(Stored data entries)
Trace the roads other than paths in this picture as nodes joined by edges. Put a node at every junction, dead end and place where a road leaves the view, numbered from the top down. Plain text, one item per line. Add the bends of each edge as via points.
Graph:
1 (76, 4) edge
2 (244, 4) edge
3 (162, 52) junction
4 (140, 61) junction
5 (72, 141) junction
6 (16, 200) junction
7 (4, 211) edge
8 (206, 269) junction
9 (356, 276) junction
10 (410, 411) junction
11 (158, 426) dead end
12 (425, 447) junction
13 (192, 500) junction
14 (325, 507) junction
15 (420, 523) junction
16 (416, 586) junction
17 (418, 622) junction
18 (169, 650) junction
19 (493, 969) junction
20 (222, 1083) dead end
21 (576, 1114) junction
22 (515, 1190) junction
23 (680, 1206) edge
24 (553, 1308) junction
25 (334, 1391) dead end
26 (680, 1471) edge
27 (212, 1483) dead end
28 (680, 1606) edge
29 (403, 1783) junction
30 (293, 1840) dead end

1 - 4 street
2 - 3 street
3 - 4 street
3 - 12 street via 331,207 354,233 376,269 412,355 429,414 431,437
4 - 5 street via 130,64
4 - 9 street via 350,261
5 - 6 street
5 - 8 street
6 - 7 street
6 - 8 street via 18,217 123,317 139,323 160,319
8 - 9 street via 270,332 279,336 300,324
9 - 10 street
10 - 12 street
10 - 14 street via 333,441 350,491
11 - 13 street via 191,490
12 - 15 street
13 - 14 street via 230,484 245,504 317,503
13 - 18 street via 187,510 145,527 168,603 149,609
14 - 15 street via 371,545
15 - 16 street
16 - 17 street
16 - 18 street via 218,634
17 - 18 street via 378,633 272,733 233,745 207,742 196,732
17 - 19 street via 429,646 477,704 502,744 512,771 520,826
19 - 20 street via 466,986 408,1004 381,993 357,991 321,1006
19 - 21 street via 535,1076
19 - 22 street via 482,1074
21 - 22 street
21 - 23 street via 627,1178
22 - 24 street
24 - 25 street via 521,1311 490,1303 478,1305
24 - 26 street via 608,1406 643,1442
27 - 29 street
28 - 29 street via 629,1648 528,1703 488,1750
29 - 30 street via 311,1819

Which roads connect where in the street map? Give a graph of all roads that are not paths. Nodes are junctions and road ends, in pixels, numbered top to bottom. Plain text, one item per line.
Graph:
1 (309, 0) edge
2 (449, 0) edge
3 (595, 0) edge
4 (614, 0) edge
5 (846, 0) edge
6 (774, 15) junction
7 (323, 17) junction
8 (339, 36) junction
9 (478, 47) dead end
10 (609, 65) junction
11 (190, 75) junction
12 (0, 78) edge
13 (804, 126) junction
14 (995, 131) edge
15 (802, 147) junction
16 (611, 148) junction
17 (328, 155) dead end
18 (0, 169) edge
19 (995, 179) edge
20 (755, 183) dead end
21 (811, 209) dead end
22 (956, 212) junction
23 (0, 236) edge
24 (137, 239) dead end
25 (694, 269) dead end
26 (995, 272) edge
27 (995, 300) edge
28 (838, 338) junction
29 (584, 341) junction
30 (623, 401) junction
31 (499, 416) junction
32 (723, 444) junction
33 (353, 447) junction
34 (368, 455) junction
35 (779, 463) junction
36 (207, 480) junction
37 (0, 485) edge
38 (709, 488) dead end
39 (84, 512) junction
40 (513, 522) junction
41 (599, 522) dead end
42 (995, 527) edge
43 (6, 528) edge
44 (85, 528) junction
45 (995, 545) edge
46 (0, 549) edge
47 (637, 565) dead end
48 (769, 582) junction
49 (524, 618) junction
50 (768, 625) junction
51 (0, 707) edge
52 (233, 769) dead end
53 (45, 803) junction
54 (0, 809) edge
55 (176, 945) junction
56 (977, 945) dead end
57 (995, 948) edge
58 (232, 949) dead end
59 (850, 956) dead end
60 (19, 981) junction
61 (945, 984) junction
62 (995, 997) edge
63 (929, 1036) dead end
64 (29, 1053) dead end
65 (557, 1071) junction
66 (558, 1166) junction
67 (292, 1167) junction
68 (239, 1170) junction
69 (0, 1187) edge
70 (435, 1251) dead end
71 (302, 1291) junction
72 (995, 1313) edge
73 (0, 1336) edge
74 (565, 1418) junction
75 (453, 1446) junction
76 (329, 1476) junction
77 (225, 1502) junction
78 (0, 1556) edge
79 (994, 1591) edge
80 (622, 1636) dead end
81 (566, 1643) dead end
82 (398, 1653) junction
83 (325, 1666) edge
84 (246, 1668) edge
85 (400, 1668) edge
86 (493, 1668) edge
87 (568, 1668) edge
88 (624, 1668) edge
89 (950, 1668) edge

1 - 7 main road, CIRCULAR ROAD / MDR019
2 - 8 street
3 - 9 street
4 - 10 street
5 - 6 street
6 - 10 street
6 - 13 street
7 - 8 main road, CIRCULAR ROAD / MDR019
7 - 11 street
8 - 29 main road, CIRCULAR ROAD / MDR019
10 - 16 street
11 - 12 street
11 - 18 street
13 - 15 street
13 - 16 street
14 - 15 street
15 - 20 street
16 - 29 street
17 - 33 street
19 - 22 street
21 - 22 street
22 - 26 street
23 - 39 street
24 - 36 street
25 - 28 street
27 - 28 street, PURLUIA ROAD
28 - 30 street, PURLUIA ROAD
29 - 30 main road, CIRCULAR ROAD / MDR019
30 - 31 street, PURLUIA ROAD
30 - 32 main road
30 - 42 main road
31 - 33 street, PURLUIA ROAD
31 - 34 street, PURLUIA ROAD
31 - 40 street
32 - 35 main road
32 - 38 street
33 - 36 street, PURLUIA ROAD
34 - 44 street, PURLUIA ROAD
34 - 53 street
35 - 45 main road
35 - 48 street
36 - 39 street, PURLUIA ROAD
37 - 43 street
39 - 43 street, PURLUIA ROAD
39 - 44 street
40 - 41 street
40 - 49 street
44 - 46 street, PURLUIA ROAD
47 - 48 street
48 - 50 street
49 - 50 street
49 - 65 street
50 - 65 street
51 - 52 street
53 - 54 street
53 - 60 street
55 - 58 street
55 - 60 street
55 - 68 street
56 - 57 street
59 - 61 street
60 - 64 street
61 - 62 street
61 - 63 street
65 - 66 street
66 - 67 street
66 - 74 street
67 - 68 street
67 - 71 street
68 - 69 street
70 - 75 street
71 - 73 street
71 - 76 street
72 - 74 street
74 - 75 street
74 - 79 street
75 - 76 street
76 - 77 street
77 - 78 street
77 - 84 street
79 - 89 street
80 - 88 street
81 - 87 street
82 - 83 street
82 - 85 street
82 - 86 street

■ **Instructions for the task**:
Please go through the entries and show every line with the word "where".

■ **Result**:
Trace the roads other than paths in this picture as nodes joined by edges. Put a node at every junction, dead end and place where a road leaves the view, numbered from the top down. Plain text, one item per line. Add the bends of each edge as via points.
Which roads connect where in the street map? Give a graph of all roads that are not paths. Nodes are junctions and road ends, in pixels, numbered top to bottom. Plain text, one item per line.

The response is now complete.